Mr Meakin says pedigree records show just eight embryos from cloned cows have been imported to the UK. This is largely because it is such an expensive process - buying in embryos costs at least £10,000.
"Not that many dairy farmers have that kind of money to invest," he says. The results can be "hit and miss", he adds.
Breeding records show that of their offspring, three died and only three cows went on to calve successfully. Four were bulls, two of which are servicing a herd in Scotland, according to Mr Meakin. However, the Daily Mail has reported that, in total, the eight have gone on to produce a further 97 offspring.
Despite this, DairyCo says it is confident no milk from the offspring of cloned animals has entered the human food chain.
How can it be so sure? Well, Europe's politicians - perhaps mindful of the backlash against genetically modified crops - have been reluctant to sanction the sale of produce from cloned animals or their offspring.
While there is no specific EU ban, the UK's Food Standards Agency treats produce with any link to cloning as a "novel food" - one that must be "rigorously assessed for safety" before it can be introduced on the market.
MEPs last month called for an outright ban on the sale of food from cloned animals, despite the European Food Safety Authority recognising "no clear difference" from conventionally-farmed produce.
Dutch MEP Kartika Liotard made plain the case: "A clear majority in the European Parliament supports ethical objections to the industrial production of cloned meat for food. Cloned animals suffer disproportionately highly from illnesses, malformations and premature death."
All this means the only viable market for the offspring of cloned cows is abroad. But if there is so much concern, why would farmers bother with cloning at all? Many in the industry dispute claims about its adverse effects. They see the technique as an extension of traditional animal husbandry.

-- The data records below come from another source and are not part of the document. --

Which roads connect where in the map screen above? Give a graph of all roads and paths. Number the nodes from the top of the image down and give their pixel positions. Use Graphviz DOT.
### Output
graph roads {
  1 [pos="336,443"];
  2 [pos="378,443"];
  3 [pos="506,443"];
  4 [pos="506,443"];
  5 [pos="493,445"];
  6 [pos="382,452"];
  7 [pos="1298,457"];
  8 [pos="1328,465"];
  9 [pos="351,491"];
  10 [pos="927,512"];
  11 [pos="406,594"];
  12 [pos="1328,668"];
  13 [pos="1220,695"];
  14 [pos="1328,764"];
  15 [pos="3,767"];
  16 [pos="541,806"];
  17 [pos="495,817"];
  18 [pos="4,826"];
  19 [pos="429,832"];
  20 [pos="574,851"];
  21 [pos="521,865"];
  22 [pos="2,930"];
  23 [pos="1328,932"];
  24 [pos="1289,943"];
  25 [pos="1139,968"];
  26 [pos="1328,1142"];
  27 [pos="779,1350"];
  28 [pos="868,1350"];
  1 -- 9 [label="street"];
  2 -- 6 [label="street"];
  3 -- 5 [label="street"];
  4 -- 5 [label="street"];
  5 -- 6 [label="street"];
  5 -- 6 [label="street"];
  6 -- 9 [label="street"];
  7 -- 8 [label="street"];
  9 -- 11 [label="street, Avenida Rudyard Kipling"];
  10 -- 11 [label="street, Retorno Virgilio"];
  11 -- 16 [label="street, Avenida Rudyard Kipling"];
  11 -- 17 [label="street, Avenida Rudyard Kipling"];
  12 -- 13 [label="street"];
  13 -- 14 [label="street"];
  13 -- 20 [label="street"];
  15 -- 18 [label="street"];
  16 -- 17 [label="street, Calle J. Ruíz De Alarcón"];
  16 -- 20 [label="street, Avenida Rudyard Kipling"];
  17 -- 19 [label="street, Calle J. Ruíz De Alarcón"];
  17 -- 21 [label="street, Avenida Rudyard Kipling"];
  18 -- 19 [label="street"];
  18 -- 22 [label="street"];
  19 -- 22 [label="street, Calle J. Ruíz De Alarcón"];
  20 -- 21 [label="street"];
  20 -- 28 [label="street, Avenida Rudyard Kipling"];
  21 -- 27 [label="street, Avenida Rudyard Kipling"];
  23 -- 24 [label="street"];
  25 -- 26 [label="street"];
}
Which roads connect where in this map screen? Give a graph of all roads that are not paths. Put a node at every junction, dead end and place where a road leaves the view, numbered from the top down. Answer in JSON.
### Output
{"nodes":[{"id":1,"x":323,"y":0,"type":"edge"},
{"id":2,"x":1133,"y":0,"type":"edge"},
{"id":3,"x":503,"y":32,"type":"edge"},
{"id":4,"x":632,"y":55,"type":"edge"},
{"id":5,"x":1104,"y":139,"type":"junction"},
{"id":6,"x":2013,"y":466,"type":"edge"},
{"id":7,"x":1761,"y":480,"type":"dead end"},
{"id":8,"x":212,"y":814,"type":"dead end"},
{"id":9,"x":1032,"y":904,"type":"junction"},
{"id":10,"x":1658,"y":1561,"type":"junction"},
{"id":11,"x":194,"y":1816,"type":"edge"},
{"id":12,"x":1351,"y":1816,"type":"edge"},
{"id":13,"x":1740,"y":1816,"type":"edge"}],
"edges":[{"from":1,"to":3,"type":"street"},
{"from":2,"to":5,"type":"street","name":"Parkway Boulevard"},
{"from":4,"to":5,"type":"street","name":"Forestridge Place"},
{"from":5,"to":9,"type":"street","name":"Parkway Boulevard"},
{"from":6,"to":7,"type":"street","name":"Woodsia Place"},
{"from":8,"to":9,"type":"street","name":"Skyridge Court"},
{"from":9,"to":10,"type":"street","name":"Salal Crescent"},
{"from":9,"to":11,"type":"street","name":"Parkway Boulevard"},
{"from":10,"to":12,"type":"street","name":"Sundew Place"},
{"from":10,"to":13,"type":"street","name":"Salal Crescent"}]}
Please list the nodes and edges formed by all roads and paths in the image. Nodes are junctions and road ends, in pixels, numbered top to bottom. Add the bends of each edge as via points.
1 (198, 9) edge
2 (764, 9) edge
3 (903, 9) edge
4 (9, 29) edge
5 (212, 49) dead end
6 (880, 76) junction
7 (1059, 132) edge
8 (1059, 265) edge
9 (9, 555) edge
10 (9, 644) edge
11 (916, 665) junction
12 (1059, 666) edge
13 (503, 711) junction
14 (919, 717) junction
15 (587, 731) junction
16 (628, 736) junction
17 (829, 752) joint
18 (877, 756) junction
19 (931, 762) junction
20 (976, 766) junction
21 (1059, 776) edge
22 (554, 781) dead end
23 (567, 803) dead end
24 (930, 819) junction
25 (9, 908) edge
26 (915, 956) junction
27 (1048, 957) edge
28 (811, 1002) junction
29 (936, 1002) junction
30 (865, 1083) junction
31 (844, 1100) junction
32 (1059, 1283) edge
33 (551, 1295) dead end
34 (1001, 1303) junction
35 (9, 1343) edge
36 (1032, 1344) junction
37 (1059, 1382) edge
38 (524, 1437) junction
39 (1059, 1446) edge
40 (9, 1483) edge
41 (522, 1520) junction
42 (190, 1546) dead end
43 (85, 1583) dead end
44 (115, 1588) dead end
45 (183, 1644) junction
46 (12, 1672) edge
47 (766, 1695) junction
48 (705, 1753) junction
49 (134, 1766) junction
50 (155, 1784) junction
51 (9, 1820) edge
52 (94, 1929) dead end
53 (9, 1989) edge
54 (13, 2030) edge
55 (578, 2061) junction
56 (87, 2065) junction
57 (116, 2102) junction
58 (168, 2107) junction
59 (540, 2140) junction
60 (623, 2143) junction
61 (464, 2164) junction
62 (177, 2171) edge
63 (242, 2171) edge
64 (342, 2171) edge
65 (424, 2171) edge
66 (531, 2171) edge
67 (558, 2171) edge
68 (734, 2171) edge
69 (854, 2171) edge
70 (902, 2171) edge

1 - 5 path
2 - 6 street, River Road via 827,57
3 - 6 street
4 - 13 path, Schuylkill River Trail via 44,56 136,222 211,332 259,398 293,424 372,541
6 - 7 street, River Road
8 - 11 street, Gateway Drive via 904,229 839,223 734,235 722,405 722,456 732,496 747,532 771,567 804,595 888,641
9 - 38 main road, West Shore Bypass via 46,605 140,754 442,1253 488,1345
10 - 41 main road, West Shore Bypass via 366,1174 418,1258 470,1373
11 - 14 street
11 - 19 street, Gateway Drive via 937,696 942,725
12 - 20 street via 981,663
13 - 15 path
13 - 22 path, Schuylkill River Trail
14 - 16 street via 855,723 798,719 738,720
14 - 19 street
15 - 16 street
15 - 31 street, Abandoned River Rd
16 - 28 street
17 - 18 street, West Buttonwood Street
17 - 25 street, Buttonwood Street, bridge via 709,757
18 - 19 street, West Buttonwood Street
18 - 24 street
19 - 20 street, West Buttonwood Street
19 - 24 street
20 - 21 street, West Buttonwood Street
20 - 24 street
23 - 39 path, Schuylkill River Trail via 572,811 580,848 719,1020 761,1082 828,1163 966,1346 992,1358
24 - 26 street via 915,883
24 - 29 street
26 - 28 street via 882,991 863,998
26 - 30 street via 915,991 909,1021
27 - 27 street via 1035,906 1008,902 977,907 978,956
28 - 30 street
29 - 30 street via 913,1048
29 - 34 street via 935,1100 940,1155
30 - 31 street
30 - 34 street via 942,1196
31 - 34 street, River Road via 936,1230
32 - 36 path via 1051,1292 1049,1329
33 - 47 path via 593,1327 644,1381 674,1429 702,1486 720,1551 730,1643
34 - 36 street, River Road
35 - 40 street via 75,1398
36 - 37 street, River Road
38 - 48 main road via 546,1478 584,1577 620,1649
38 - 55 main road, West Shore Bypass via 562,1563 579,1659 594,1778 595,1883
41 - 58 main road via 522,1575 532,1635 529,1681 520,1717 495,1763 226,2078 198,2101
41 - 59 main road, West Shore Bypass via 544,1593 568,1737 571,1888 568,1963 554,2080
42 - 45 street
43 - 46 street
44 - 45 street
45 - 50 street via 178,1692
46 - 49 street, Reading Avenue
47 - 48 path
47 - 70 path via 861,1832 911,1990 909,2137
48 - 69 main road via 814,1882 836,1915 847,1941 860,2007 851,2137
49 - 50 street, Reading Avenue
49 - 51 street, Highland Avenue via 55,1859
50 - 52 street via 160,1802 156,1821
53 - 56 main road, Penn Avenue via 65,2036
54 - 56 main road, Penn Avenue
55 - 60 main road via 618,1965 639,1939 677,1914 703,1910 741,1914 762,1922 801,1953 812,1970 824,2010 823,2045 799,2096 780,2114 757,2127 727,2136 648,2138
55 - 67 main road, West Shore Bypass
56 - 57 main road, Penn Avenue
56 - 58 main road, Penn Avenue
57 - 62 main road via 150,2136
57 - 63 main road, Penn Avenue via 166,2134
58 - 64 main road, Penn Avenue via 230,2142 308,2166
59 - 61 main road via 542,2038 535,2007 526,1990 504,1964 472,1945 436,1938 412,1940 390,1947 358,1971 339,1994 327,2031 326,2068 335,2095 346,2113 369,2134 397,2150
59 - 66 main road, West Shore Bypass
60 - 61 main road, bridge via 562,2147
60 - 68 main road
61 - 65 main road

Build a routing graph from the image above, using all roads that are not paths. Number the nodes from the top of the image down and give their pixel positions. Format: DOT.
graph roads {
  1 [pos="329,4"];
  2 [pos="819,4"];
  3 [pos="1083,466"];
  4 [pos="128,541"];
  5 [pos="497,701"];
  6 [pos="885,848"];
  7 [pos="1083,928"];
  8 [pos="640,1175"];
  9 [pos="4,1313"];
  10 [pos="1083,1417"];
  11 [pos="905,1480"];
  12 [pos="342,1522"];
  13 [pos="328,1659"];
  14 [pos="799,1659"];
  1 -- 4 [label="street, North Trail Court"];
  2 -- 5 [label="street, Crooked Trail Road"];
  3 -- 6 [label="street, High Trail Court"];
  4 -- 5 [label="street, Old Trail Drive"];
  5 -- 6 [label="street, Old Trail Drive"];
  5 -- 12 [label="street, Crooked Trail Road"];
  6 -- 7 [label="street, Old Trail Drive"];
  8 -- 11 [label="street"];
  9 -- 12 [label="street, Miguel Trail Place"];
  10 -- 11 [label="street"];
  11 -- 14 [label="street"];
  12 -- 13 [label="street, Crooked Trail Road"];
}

The point is to replicate a genetically strong cow - one with characteristics such as strong legs, high disease resistance or which produces a high milk yield. When a cloned animal is inseminated by a bull of the right stock, it should produce valuable calves which inherit the good genetics of its parents.
This reproduces "the healthiest animals, thus minimizing the use of antibiotics, growth hormones and other chemicals", according to the industry-backed Clone Safety website.
While banned in Europe, cloning has advanced further in the US. Karen Batra, of America's Biotechnology Industry Organization, estimates there are about 600 cloned animals in America.
She says the US food industry is observing a voluntary moratorium on allowing their offspring to enter the food supply. However, she admits it may already have happened.
If it has, consumers will be none the wiser. It has been two years since its Food and Drug Administration declared food from most cloned livestock - and their offspring - safe to eat. There is also no legal requirement to label produce linked to clones.
Back in the UK, Simon Gee from breed society Holstein says farmers milk offspring of clones to test quality and quantity as a measure of the animals' quality. But all the milk was kept separate and disposed of as part of the farms' slurry, he says.